As more Americans have begun looking at both our staggering national debt and huge, continuous yearly deficits, many have started to wonder how the hell the nation's political "leaders" could have put us on this path.

While it's a cliche that money is fungible (so one can't blame just one program for our debt), it's also true that so-called "entitlement programs" now account for over half of all government spending. They're now so vast that if we eliminated all other federal spending, just these programs would exceed national income. So that's a reasonable place to look for starters.

So did no one bother to realistically estimate the cost of the various "entitlement programs?" Or did the pols simply ignore the forecasts and vote for the programs to win their own re-elections? (How typical.)

Whatever the reason, we owe it to ourselves and our kids to find out--and then to create lethal measures to prevent politicians from repeating this disaster. If the U.S. survives the next decade, of course.

For what it's worth, here's what I've found:

When JFK was assassinated in 1963, his vice-president--Lyndon B. Johnson-- stepped into the presidency. Johnson was the antithesis of JFK: Where Kennedy was sophisticated, urbane and charming, Johnson was crude, loud, overbearing. He was the stereotype of the obnoxious Texan, and the only reason Kennedy chose him for his running-mate was that Johnson would win the vital electoral votes of his home state for the Democratic ticket.

It's not an overstatement to say that the northeastern Democratic elites who loved Kennedy hated Johnson--a fact of which Johnson was keenly aware.

Derided by Democratic elites as a crude lout, Johnson quickly began looking for ways to burnish his image. His solution was in ramrodding into law a cause Kennedy had been exploring: creation of a conglomerate of "entitlement programs" aimed at giving money and services to the poor. Johnson called these programs "the Great Society."
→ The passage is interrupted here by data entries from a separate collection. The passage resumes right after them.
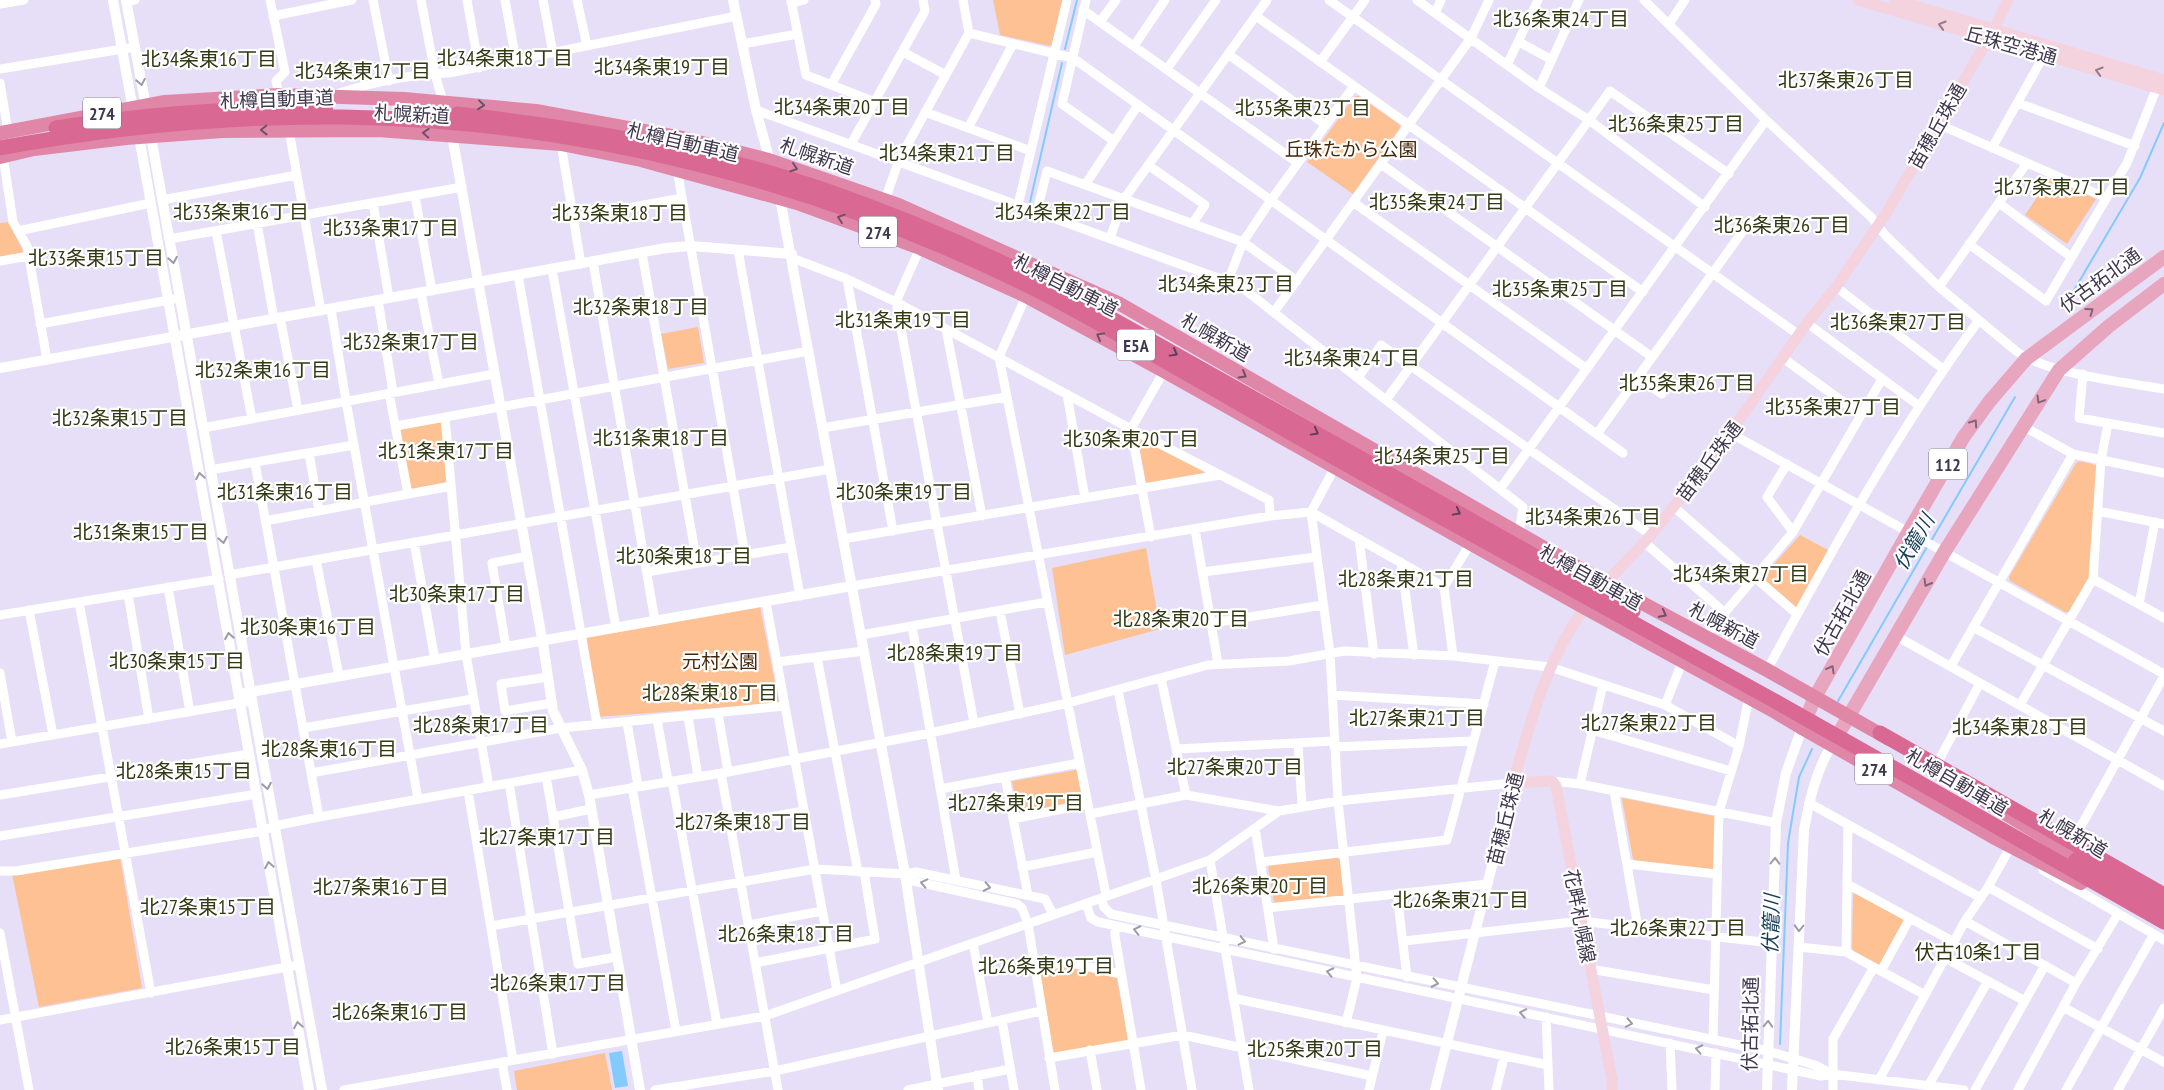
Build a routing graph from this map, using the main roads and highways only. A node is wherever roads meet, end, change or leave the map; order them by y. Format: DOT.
graph roads {
  1 [pos="1858,0"];
  2 [pos="1895,0"];
  3 [pos="2008,0"];
  4 [pos="1991,34"];
  5 [pos="2162,87"];
  6 [pos="3,134"];
  7 [pos="1,154"];
  8 [pos="2164,256"];
  9 [pos="2164,284"];
  10 [pos="1604,584"];
  11 [pos="1585,608"];
  12 [pos="1815,697"];
  13 [pos="1849,716"];
  14 [pos="1802,728"];
  15 [pos="1880,733"];
  16 [pos="1832,745"];
  17 [pos="1552,781"];
  18 [pos="2082,884"];
  19 [pos="2164,894"];
  20 [pos="2164,910"];
  21 [pos="2162,929"];
  22 [pos="1612,1090"];
  4 -- 1 [label="main road, 丘珠空港通, one-way"];
  2 -- 4 [label="main road, 丘珠空港通"];
  3 -- 4 [label="main road, 苗穂丘珠通"];
  4 -- 5 [label="main road, 丘珠空港通"];
  4 -- 10 [label="main road, 苗穂丘珠通"];
  6 -- 10 [label="highway, 札幌新道 / 274, one-way"];
  6 -- 20 [label="highway, 札樽自動車道 / E5A, one-way"];
  11 -- 7 [label="highway, 札幌新道 / 274, one-way"];
  7 -- 21 [label="highway, 札樽自動車道 / E5A"];
  12 -- 8 [label="main road, 伏古拓北通 / 112, one-way"];
  9 -- 13 [label="main road, 112, one-way"];
  10 -- 11 [label="main road, 苗穂丘珠通"];
  10 -- 12 [label="highway, 札幌新道 / 274, one-way"];
  11 -- 14 [label="highway, 札幌新道 / 274"];
  11 -- 17 [label="main road, 苗穂丘珠通"];
  12 -- 13 [label="highway, 札幌新道 / 274"];
  12 -- 14 [label="main road, 伏古拓北通 / 112"];
  13 -- 15 [label="highway, 札幌新道 / 274"];
  13 -- 16 [label="main road, 112"];
  14 -- 16 [label="highway, 札幌新道 / 274"];
  15 -- 19 [label="highway"];
  15 -- 20 [label="highway, 札幌新道 / 274"];
  16 -- 18 [label="highway, 札幌新道 / 274"];
  17 -- 22 [label="main road, 花畔札幌線"];
  18 -- 21 [label="highway, 札幌新道 / 274"];
  18 -- 21 [label="highway"];
}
Had Kennedy tried to introduce these programs while he was president, it's likely that the normal adversarial American system of government would have forced him to do so incrementally, giving congress and voters a chance to see how well they worked before they were expanded to fatal levels.

But the assassination--essentially broadcast live to the nation--was so devastating that it elevated JFK to virtual sainthood overnight. Once that happened, no congresscritter wanted to be seen as opposing anything JFK ostensibly wanted, so anything that could reasonably be said to be one of his wishes was now a legislative slam-dunk.

Thus the massive edifice of entitlement programs--and the unthinking, financially unsound expansion of older social welfare programs like Social Security--was adopted because of the socio-political equivalent of the perfect storm: The shocking assassination of a young, handsome, charismatic president; the ascension of his crude and widely disliked veep to the presidency; Johnson's overwhelming resentment of his sophisticated and widely loved predecessor and his need to win his party's support, regardless of the cost; and the unwillingness of congressmen to vote against programs said to have been cherished goals of the slain former president.

Against this powerful combination of factors, no cautionary analysis would have ever seen the light of day. It was the perfect storm.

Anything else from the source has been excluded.